A boy approaches with a basin and a jug. One of the sisters nods at me, and I rinse my hands as he pours the water. Dinner is served.
We’re ushered to a space away from the flames, and someone places our cushions on the concrete floor. The sisters collapse onto them with practiced grace, but I struggle to recover the flexibility of my childhood. I shift my legs as pins and needles begin to tingle my feet.
Khaled brings in an enormous round tray, more than 50 cm wide. One of the sisters speaks to us for the first time.
“Mansaf.” She points to the massive heap of rice and poultry, yellowed with odoriferous spices. “This is with chicken, but if you ever come back for a real party, it’ll be lamb.”
She scoops up some rice from the tray. Between handfuls, she gestures toward the man beside her. His face contains as many lines as a spider’s web, and his eyelids droop with age.
“If you’re lucky, Mohammed will make it. There’s nothing as tasty as his lamb mansaf.”
As she repeats herself in Arabic, Mohammed smiles and pushes the tray toward me and my friend. Following custom, we use only our right hands, but as a leftie I struggle to tear off small chunks of chicken, and resign myself to eating mainly rice. Each time I think I’ve had enough, Mohammed grins and urges me to eat more.
When I feel full to the point of bursting, Khaled invites us back to the fire, and pours us tea in shot-sized glasses. Candy-apple sweet. I grasp the rim and turn to a little boy who has come over to greet us. At Khaled’s urging, the boy bends to give me a hesitant kiss on the cheek, an action that’s met by a chorus of chuckles.
As I accept a second cup of tea, I lean in to the sisters and ask the burning question: why here?
Surely it’s a question they’ve heard before. They arrived as travelers three years ago, and never left. Although they work at the nearby tourist site of Petra, they’ve learned Arabic and found a welcome place in this community.
“The answer is easy,” one says. “A simple life shared with beautiful people.”
She pauses to call out to Mohammed, who straddles the threshold of the door. Her teasing tone makes his eyes twinkle.
“I’m telling him he needs to eat more before he leaves,” she explains. “He always says that to us, after all.”
The other sister returns to my question.
“Look,” she says, “we’ve traveled the world over, and the people in Jordan are like nowhere else. So friendly, so hospitable.”
“It’s just one big family, and now they treat us as part of it.”
I nod, and resist further nosiness. I don’t ask if they hope to stay forever, if they plan to marry Bedouin men. I don’t even ask think to ask their names.
Instead, I shift my legs until I finally find a comfortable position. I sit back and gaze into the fire, at the warm light cast on Khaled and his family’s faces. I watch the way these people look at each other, eyes always connecting.

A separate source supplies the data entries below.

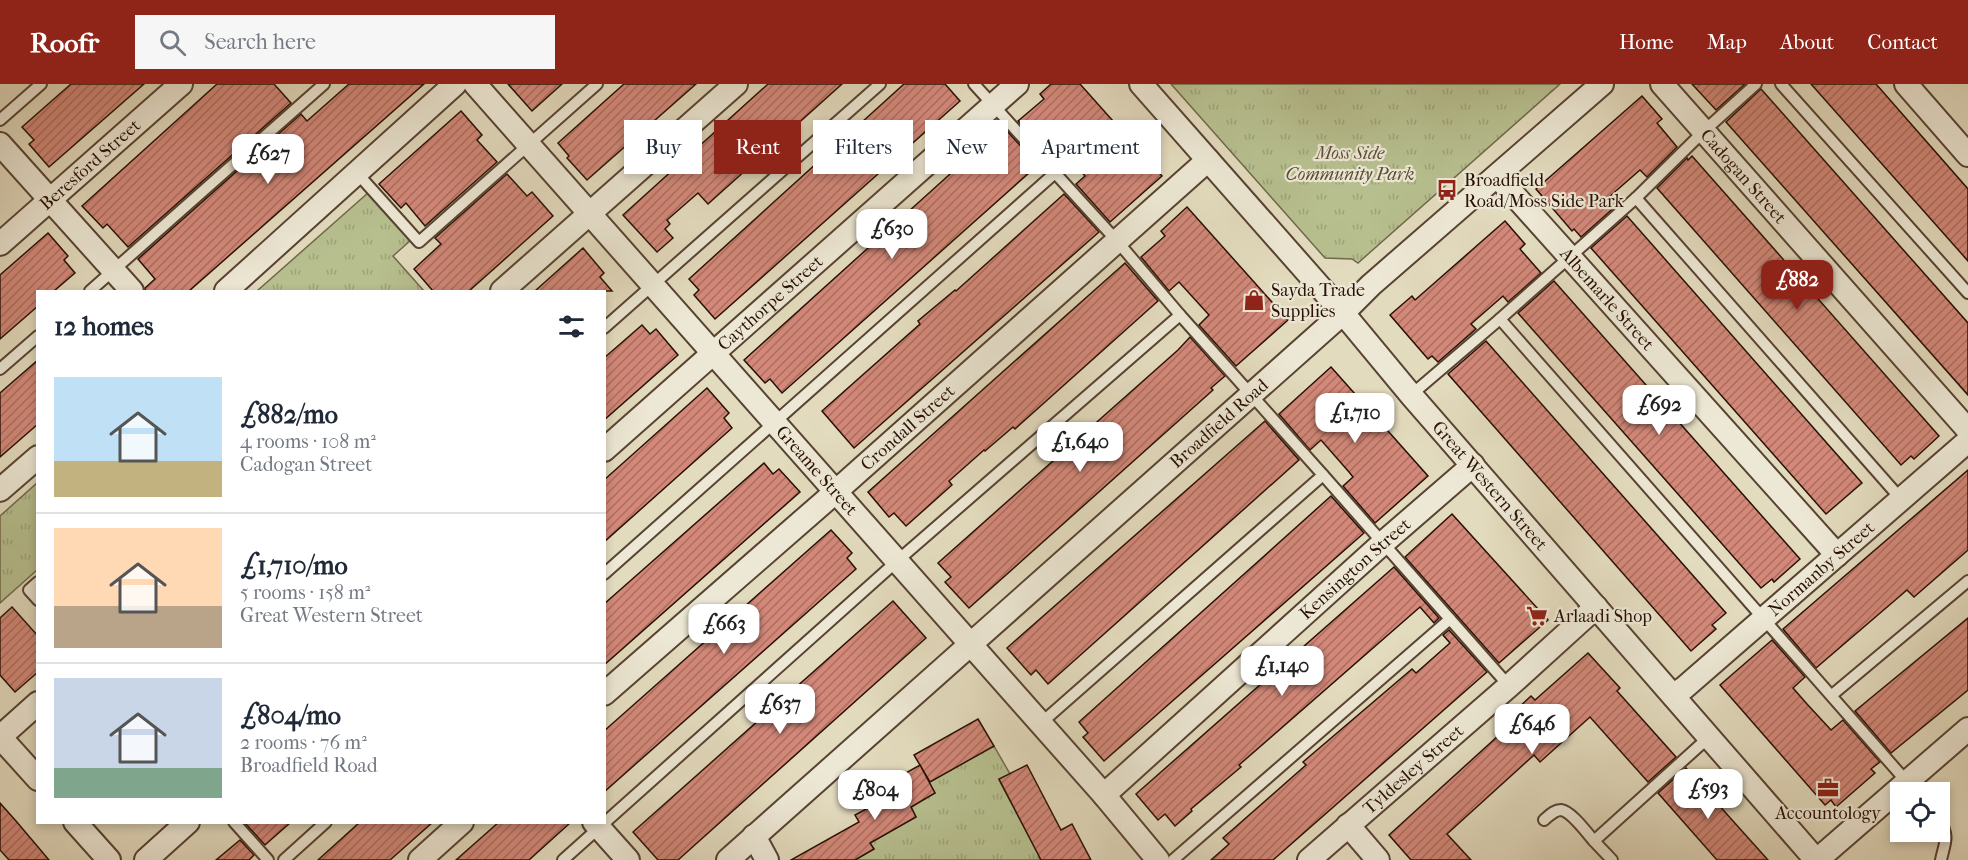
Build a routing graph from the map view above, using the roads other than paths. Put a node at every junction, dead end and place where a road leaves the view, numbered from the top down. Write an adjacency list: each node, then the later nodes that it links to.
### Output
1 (41, 84): 18 (lane)
2 (181, 84): 30 (street, Beresford Street)
3 (324, 84): 35 (lane)
4 (456, 84): 25 (street)
5 (475, 84): 22 (street, Greame Street)
6 (597, 84): 22 (lane)
7 (736, 84): 31 (street)
8 (880, 84): 36 (lane)
9 (974, 84): 17 (lane)
10 (1017, 84): 17 (street, Caythorpe Street)
11 (1141, 84): 24 (street, Great Western Street)
12 (1602, 84): 28 (street, Broadfield Road)
13 (1662, 84): 19 (street, Cadogan Street)
14 (1756, 84): 19 (lane)
15 (1781, 84): 41 (lane)
16 (1906, 84): 23 (street)
17 (993, 106): 20 (lane); 47 (street, Caythorpe Street)
18 (0, 120)
19 (1704, 131): 29 (lane); 52 (street, Cadogan Street)
20 (1020, 135)
21 (0, 144): 30 (street)
22 (529, 145): 25 (lane); 31 (street, Greame Street)
23 (1968, 155)
24 (1208, 160): 32 (street, Crondall Street); 42 (street, Great Western Street)
25 (357, 173): 39 (street)
26 (1054, 174): 51 (lane)
27 (1056, 174): 32 (lane)
28 (1497, 176): 34 (street, Albemarle Street); 42 (street, Broadfield Road)
29 (1636, 198): 34 (lane); 60 (lane)
30 (50, 200): 33 (street, Beresford Street); 35 (street)
31 (590, 214): 36 (street, Greame Street); 40 (street)
32 (1117, 241): 43 (lane); 59 (street, Crondall Street)
33 (0, 244)
34 (1570, 257): 44 (lane); 62 (street, Albemarle Street)
35 (113, 270): 37 (lane); 38 (street)
36 (652, 285): 45 (lane); 47 (street, Greame Street)
37 (91, 290)
38 (131, 290)
39 (227, 290)
40 (503, 290)
41 (1968, 293)
42 (1343, 313): 49 (street, Broadfield Road); 50 (street, Great Western Street)
43 (1180, 315): 49 (lane); 63 (lane)
44 (1500, 319): 50 (lane); 69 (lane)
45 (606, 326)
46 (36, 338): 48 (lane)
47 (713, 354): 51 (street, Greame Street); 54 (street, Caythorpe Street)
48 (0, 369)
49 (1251, 394): 57 (lane); 71 (street, Broadfield Road)
50 (1411, 395): 56 (street, Great Western Street)
51 (774, 423): 59 (street, Greame Street); 64 (lane)
52 (1968, 430)
53 (1968, 441): 60 (street, Normanby Street)
54 (606, 448)
55 (36, 459): 58 (street)
56 (1473, 465): 61 (street, Kensington Street); 68 (street, Great Western Street)
57 (1323, 475): 61 (lane); 77 (lane)
58 (0, 489)
59 (836, 492): 63 (street, Greame Street); 73 (street, Crondall Street)
60 (1901, 499): 62 (street, Normanby Street)
61 (1383, 543): 70 (lane); 84 (street, Kensington Street)
62 (1837, 555): 69 (street, Normanby Street)
63 (896, 561): 71 (street, Greame Street); 86 (lane)
64 (606, 572)
65 (1968, 581): 75 (lane)
66 (36, 584): 67 (lane)
67 (36, 598)
68 (1596, 607): 72 (street, Tyldesley Street); 74 (street, Great Western Street)
69 (1764, 618): 74 (street, Normanby Street); 75 (lane)
70 (1450, 619): 72 (lane); 108 (lane)
71 (969, 645): 77 (street, Greame Street); 95 (street, Broadfield Road)
72 (1509, 686): 94 (street, Tyldesley Street)
73 (606, 692)
74 (1673, 695): 79 (street, Great Western Street)
75 (1832, 695): 82 (lane)
76 (36, 706): 80 (street)
77 (1040, 724): 84 (street, Greame Street)
78 (1968, 729): 83 (street)
79 (1709, 737): 96 (lane); 112 (street, Great Western Street)
80 (3, 747): 81 (street)
81 (36, 777)
82 (1907, 782)
83 (1916, 782)
84 (1104, 795): 107 (street, Greame Street)
85 (1890, 803): 112 (street)
86 (606, 817)
87 (1544, 820): 96 (lane)
88 (77, 824): 98 (street)
89 (186, 824): 99 (street)
90 (236, 824): 100 (lane)
91 (324, 824): 101 (lane)
92 (460, 824): 102 (street)
93 (597, 825): 103 (lane); 104 (street)
94 (1348, 825): 109 (street, Tyldesley Street); 110 (street)
95 (754, 837): 105 (street, Broadfield Road); 106 (street)
96 (1594, 841): 111 (lane)
97 (1947, 842): 113 (lane)
98 (109, 860)
99 (146, 860)
100 (268, 860)
101 (284, 860)
102 (420, 860)
103 (563, 860)
104 (628, 860)
105 (728, 860)
106 (767, 860)
107 (1158, 860)
108 (1173, 860)
109 (1309, 860)
110 (1378, 860)
111 (1612, 860)
112 (1817, 860)
113 (1941, 860)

The sisters’ laughter twirls between the low murmurs of the men. The conversation never lulls, and the cellphones I’ve see the Bedouins carry stay hidden in the pockets of their robes. There’s a warmth in this room, a feeling created not just by the fire, but by the genuine interest in human interaction, in spending time with your loved ones.
I realize it’s getting late. My friend and I have somewhere to be, tickets for the touristy “Petra by Night.” But the moment I empty my glass, Khaled raises the kettle in an offering.
I nod. As the sugary amber liquid fills my glass, my friend and I exchange a glance. We see no reason not to linger awhile longer.
About the Author: Ellen Keith is a Canadian freelancer who is currently based in Amsterdam. Between her travels, she’s working on her MFA in creative writing through the University of British Columbia.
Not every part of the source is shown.